Ante las dificultades que el viejo sistema ponía a las reformas, Gaidar y sus amigos acabaron suspirando por un poder fuerte que allanara los obstáculos que el viejo sistema ponía a la reforma económica, en frase de Travkin, “un monstruo con olfato para el mercado”.

Los reformistas rusos han cargado al viejo sistema soviético las culpas del desastre que siguió a su desmantelamiento. Pero el caso de China demuestra que es posible salir de la economía planificada sin despeñarse. Para ello hace falta un líder capaz de entender a fondo la situación de partida, de encontrar el camino que lleve a la tierra prometida y, ante todo, de conseguir un consenso entre las fuerzas del antiguo régimen sobre la necesidad de superarlo. China tuvo en Deng Xiaoping, un gigante de la historia universal, este líder; Rusia, por el contrario, no lo encontró.

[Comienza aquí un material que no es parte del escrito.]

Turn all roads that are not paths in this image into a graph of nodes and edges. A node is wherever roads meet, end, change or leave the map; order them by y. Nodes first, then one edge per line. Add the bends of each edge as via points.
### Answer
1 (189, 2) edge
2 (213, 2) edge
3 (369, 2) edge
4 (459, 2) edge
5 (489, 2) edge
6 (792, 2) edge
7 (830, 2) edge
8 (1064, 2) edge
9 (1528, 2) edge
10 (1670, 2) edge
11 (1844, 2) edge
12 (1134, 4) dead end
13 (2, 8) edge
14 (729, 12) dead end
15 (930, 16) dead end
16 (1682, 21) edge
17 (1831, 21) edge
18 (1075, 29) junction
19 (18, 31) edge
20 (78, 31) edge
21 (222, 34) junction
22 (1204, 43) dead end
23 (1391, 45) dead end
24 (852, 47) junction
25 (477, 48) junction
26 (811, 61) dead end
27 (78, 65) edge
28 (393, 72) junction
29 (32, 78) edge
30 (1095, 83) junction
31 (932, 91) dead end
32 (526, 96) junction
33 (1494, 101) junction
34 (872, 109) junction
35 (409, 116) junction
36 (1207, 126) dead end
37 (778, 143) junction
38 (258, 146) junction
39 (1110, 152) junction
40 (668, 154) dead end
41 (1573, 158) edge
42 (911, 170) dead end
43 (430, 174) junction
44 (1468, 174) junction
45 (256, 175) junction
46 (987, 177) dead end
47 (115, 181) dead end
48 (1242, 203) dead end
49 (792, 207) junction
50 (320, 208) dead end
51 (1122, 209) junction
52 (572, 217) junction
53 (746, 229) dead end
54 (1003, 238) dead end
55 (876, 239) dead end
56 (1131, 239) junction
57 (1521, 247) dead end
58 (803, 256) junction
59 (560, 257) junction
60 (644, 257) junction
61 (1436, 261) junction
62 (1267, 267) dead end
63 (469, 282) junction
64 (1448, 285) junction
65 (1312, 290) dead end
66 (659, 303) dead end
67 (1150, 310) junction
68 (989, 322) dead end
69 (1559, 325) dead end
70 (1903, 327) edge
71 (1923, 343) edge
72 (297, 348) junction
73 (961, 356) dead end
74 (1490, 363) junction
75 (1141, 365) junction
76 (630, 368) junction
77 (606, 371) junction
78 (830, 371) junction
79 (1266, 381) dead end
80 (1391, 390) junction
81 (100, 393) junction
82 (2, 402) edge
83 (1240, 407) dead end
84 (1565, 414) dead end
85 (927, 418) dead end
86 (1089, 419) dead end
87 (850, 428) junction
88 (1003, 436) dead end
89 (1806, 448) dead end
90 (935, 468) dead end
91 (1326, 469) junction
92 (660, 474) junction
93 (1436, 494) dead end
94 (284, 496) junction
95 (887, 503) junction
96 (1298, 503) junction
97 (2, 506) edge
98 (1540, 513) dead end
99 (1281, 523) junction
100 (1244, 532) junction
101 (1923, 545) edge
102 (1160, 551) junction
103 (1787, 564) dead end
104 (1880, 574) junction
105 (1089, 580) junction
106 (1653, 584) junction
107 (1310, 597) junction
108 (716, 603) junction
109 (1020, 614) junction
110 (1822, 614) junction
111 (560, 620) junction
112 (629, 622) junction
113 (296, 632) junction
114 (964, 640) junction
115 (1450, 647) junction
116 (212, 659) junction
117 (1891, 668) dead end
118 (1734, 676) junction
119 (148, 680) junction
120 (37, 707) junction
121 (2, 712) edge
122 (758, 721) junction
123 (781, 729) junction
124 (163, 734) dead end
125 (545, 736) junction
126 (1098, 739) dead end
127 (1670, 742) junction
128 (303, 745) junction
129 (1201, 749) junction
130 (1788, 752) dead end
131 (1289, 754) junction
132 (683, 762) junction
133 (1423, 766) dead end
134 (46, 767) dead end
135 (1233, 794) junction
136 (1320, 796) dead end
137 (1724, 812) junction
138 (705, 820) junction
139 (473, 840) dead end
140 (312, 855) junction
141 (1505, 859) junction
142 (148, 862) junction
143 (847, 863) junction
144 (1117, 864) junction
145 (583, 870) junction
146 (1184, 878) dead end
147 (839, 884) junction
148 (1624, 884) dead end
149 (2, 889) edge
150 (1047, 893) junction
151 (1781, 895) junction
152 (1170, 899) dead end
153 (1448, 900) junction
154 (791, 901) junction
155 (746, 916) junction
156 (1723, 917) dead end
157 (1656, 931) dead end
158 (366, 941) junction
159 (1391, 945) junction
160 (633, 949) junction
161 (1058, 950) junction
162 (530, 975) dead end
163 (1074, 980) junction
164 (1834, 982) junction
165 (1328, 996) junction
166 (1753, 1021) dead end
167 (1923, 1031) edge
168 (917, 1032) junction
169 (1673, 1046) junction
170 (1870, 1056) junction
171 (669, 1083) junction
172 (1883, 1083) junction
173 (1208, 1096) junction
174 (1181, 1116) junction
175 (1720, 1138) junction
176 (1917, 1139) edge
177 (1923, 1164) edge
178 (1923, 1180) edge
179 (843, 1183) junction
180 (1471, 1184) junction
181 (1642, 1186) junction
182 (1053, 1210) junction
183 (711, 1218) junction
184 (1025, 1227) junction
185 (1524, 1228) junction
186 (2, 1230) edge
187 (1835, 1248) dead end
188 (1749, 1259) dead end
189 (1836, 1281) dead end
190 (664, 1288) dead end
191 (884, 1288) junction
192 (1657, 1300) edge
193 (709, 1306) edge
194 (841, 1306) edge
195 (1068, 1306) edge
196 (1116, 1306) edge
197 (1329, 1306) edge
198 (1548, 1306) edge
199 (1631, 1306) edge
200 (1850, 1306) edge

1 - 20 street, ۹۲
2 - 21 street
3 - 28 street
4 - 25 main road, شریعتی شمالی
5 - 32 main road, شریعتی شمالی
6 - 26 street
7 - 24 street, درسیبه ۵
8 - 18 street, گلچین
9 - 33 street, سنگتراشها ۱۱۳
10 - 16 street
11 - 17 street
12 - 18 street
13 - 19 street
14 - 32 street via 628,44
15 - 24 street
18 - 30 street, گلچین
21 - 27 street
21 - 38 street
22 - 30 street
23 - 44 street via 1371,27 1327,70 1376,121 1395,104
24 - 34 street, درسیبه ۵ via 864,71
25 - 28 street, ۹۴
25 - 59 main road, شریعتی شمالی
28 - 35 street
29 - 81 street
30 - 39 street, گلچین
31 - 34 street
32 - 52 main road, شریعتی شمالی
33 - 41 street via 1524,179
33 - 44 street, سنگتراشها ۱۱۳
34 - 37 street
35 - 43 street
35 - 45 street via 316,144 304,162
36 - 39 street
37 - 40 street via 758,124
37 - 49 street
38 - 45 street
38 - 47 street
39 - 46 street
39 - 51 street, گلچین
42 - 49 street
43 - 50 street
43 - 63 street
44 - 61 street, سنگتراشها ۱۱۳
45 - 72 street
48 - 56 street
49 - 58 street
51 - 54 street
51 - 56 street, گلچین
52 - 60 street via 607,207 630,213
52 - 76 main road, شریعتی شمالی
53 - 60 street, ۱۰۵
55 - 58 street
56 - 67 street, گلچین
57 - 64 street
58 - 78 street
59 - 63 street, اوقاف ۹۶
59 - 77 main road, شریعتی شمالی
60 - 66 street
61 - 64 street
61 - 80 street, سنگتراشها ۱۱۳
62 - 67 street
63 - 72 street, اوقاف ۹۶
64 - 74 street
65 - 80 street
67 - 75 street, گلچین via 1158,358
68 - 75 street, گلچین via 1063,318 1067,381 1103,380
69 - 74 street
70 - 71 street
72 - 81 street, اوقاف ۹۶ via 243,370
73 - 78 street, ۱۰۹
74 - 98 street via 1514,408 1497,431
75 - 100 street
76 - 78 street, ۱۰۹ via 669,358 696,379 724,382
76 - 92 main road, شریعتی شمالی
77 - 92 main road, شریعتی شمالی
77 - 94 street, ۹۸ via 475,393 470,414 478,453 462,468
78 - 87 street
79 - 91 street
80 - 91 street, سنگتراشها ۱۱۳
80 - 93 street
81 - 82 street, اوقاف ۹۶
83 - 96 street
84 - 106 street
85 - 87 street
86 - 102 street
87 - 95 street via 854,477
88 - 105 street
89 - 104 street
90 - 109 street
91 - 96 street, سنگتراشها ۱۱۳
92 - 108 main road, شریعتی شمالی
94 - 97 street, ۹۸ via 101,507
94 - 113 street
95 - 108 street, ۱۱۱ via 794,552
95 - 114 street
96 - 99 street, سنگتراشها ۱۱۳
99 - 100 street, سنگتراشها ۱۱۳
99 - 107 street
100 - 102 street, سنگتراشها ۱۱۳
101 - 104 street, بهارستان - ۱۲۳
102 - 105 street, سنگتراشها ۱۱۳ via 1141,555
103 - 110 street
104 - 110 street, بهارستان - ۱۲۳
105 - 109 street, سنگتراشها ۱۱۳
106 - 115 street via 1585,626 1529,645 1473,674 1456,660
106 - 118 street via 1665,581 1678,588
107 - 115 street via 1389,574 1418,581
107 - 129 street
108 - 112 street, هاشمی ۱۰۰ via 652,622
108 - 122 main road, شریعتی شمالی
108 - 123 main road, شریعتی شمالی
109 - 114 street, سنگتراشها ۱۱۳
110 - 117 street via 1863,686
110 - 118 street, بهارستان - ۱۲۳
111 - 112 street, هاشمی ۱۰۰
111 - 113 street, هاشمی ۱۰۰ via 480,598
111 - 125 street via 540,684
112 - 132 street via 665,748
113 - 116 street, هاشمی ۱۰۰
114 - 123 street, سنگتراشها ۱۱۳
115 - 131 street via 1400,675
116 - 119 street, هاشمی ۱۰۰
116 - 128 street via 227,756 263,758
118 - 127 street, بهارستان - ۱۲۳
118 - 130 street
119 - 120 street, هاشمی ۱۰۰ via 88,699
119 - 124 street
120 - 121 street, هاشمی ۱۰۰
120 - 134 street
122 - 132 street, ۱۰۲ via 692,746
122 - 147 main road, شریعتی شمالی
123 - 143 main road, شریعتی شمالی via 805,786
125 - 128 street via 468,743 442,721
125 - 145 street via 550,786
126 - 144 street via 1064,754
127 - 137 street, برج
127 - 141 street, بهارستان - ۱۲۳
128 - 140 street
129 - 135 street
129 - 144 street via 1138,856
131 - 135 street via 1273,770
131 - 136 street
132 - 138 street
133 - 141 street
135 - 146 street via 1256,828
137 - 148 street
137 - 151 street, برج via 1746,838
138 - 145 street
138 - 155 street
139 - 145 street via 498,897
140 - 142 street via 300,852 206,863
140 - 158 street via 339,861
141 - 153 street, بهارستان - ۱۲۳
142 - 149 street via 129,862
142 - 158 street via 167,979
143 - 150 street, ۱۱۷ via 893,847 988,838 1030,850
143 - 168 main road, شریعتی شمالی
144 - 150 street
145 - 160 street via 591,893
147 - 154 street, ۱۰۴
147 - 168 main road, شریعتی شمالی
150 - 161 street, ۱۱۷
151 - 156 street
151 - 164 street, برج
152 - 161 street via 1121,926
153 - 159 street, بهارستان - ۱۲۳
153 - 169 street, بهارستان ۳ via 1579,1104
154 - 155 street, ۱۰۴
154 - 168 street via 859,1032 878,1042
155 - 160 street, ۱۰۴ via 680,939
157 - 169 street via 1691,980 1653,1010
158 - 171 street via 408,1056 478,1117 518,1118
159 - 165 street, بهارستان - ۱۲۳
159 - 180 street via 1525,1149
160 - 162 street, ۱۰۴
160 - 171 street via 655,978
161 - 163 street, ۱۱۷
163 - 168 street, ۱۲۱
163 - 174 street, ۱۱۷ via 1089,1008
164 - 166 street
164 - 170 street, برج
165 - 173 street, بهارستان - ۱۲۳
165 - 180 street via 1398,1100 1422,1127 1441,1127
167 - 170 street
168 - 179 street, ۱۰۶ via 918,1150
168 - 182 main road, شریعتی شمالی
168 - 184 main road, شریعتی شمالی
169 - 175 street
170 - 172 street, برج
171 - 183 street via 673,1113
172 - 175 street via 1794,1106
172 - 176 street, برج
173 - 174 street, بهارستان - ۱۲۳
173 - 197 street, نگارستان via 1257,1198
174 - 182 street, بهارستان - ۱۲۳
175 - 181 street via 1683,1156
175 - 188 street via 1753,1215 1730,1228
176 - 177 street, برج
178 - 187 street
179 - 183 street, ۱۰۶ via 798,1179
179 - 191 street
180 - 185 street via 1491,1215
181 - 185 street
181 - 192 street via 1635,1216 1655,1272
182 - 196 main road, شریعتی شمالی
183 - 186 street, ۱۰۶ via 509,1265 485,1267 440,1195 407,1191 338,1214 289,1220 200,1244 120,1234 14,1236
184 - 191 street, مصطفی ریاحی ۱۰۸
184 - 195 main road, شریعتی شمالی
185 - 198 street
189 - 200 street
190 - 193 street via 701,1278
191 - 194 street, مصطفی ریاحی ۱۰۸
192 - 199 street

Considero a Gaidar, como a Gobachov, un hombre de buena fe que se vió desbordado por la situación. Dios le habrá perdonado el mucho sufrimiento que ocasionó al pueblo ruso porque, en definitiva, “no sabía lo que hacía”.

Eugenio Bregolat

Ex-embajador de España en China y Rusia

Eugenio Bregolat Obiols es embajador de España en el Principado de Andorra.